Paolo Lega attempts to assassinate Premier Francesco Crispi in Rome, 1894

Emidio Recchioni was born in Russi, 8 miles southwest of Ravenna in 1864. He had worked on the railways and fallen under the influence of older anarchist colleagues. He became an activist who was regarded by the police as the anarchists “most active and influential propagandist.” He worked on several anarchist newspapers using the pen names of Rastignac and Nemo. He spent several spells in prison and in 1899 he left Italy and moved to London where he worked as a shop assistant, coal merchant and wine seller. In 1909 he opened his famous Italian grocery in Old Compton Street, King Bomba where his clients availed themselves of such exotica as tinned tomatoes, olive oil, salami, parmesan, prosciutto and torrone and later diversified into importing marble and granite from Carrara. The profits from his business enterprises went into financing anarchist activities. He married in 1911 and had two children, Vera and Vero, his son, a friend of George Orwell, later anglicised his name to Vernon Richards and became a well known left wing writer.  The family lived above the delicatessen and the flat above the shop was also the centre of a vigorous anti fascist movement which used a masonic lodge I Druidi as a cover for their activities. These most definitely included violent resistance to the Italian fascists. The fascists responded in kind – following the Daily Telegraph story two thuggish looking fascist foot soldiers appeared at King Bomba and threatened Recchioni with a firing squad a la Sbardellotto. The indomitable old anarchist produced a pistol and promised them a bullet each beneath their Neanderthal brow ridge if they didn’t quit his premises; they quit.

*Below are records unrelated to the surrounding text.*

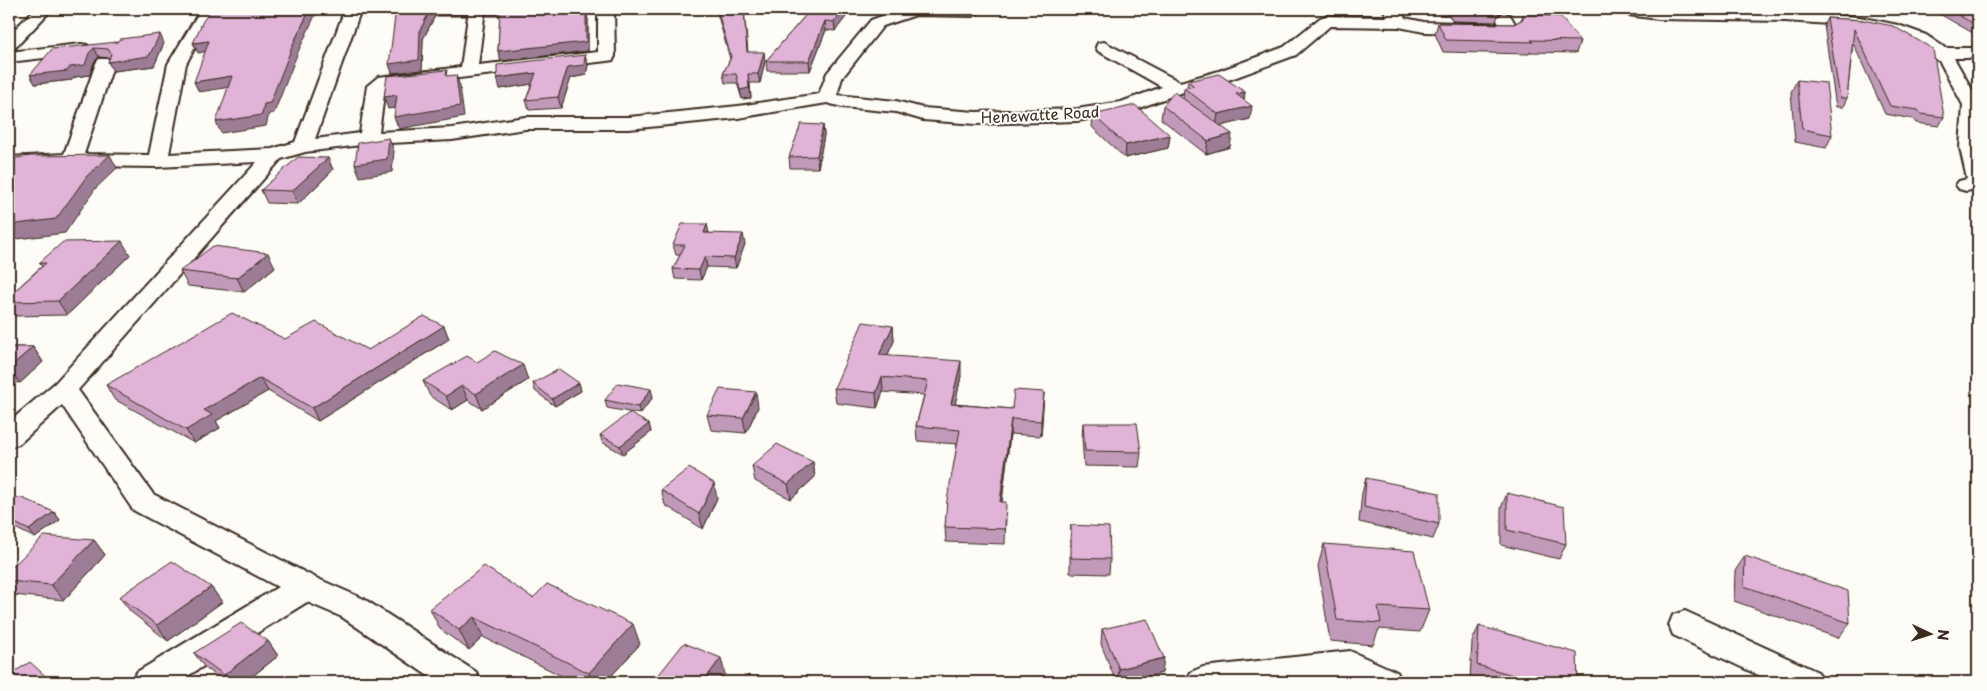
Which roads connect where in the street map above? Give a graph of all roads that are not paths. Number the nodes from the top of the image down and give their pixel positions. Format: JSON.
{"nodes":[{"id":1,"x":44,"y":9,"type":"edge"},
{"id":2,"x":210,"y":9,"type":"edge"},
{"id":3,"x":354,"y":9,"type":"edge"},
{"id":4,"x":477,"y":9,"type":"edge"},
{"id":5,"x":606,"y":9,"type":"edge"},
{"id":6,"x":1626,"y":9,"type":"edge"},
{"id":7,"x":1864,"y":9,"type":"edge"},
{"id":8,"x":973,"y":11,"type":"dead end"},
{"id":9,"x":1395,"y":15,"type":"edge"},
{"id":10,"x":1504,"y":18,"type":"dead end"},
{"id":11,"x":1882,"y":24,"type":"junction"},
{"id":12,"x":9,"y":44,"type":"edge"},
{"id":13,"x":1104,"y":47,"type":"dead end"},
{"id":14,"x":1942,"y":53,"type":"junction"},
{"id":15,"x":1978,"y":53,"type":"edge"},
{"id":16,"x":9,"y":58,"type":"edge"},
{"id":17,"x":469,"y":71,"type":"junction"},
{"id":18,"x":1178,"y":88,"type":"junction"},
{"id":19,"x":827,"y":98,"type":"junction"},
{"id":20,"x":1975,"y":106,"type":"edge"},
{"id":21,"x":369,"y":138,"type":"junction"},
{"id":22,"x":303,"y":146,"type":"junction"},
{"id":23,"x":274,"y":155,"type":"junction"},
{"id":24,"x":72,"y":160,"type":"junction"},
{"id":25,"x":158,"y":161,"type":"junction"},
{"id":26,"x":9,"y":163,"type":"edge"},
{"id":27,"x":1966,"y":185,"type":"dead end"},
{"id":28,"x":64,"y":389,"type":"junction"},
{"id":29,"x":9,"y":437,"type":"edge"},
{"id":30,"x":305,"y":587,"type":"junction"},
{"id":31,"x":1685,"y":625,"type":"dead end"},
{"id":32,"x":149,"y":682,"type":"edge"},
{"id":33,"x":464,"y":682,"type":"edge"},
{"id":34,"x":1202,"y":682,"type":"edge"},
{"id":35,"x":1385,"y":682,"type":"edge"},
{"id":36,"x":1806,"y":682,"type":"edge"}],
"edges":[{"from":1,"to":12,"type":"street"},
{"from":2,"to":25,"type":"street"},
{"from":3,"to":22,"type":"street"},
{"from":4,"to":17,"type":"street"},
{"from":5,"to":17,"type":"street"},
{"from":6,"to":11,"type":"street"},
{"from":7,"to":11,"type":"street"},
{"from":8,"to":19,"type":"street"},
{"from":9,"to":10,"type":"street","name":"Henewatte Road"},
{"from":9,"to":18,"type":"street","name":"Henewatte Road"},
{"from":11,"to":14,"type":"street"},
{"from":13,"to":18,"type":"street"},
{"from":14,"to":15,"type":"street"},
{"from":14,"to":20,"type":"street"},
{"from":16,"to":24,"type":"street"},
{"from":17,"to":21,"type":"street"},
{"from":18,"to":19,"type":"street","name":"Henewatte Road"},
{"from":19,"to":21,"type":"street"},
{"from":20,"to":27,"type":"street"},
{"from":21,"to":22,"type":"street"},
{"from":22,"to":23,"type":"street"},
{"from":23,"to":25,"type":"street"},
{"from":23,"to":28,"type":"street"},
{"from":24,"to":25,"type":"street"},
{"from":24,"to":26,"type":"street"},
{"from":28,"to":29,"type":"street"},
{"from":28,"to":30,"type":"street"},
{"from":30,"to":32,"type":"street"},
{"from":30,"to":33,"type":"street"},
{"from":31,"to":36,"type":"street"},
{"from":34,"to":35,"type":"street"}]}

Recchioni was involved in various other attempts to assassinate Mussolini, financing the entry into Italy of a hired assassin to kill the dictator, plotting an attack in Geneva with Camillo Berneri and when that failed coming up with another plan to bomb, by plane, il duce’s villa in Rome. The plots were as ingenious and unsuccessful as the various CIA conspiracies to murder Castro. In 1933 Recchioni developed cancer of the throat and in 1934 he went to Paris to undergo an operation. He died in the operating theatre at the hospital of Neuilly-sur-Seine on the 31st of March. His body was brought back to London by his family. The inscription on his tomb at Kensal Green reads: ‘Only a handful of earth and ashes, but impregnated with the spirit of a man who lived, suffered, and deserved well of mankind. He knew no fatherland but the world, no family but the human race, no religion but love. No tomb can prison his soul. From such rare spirits must spring the roots of a society worthy of memory in which life will be worth living.’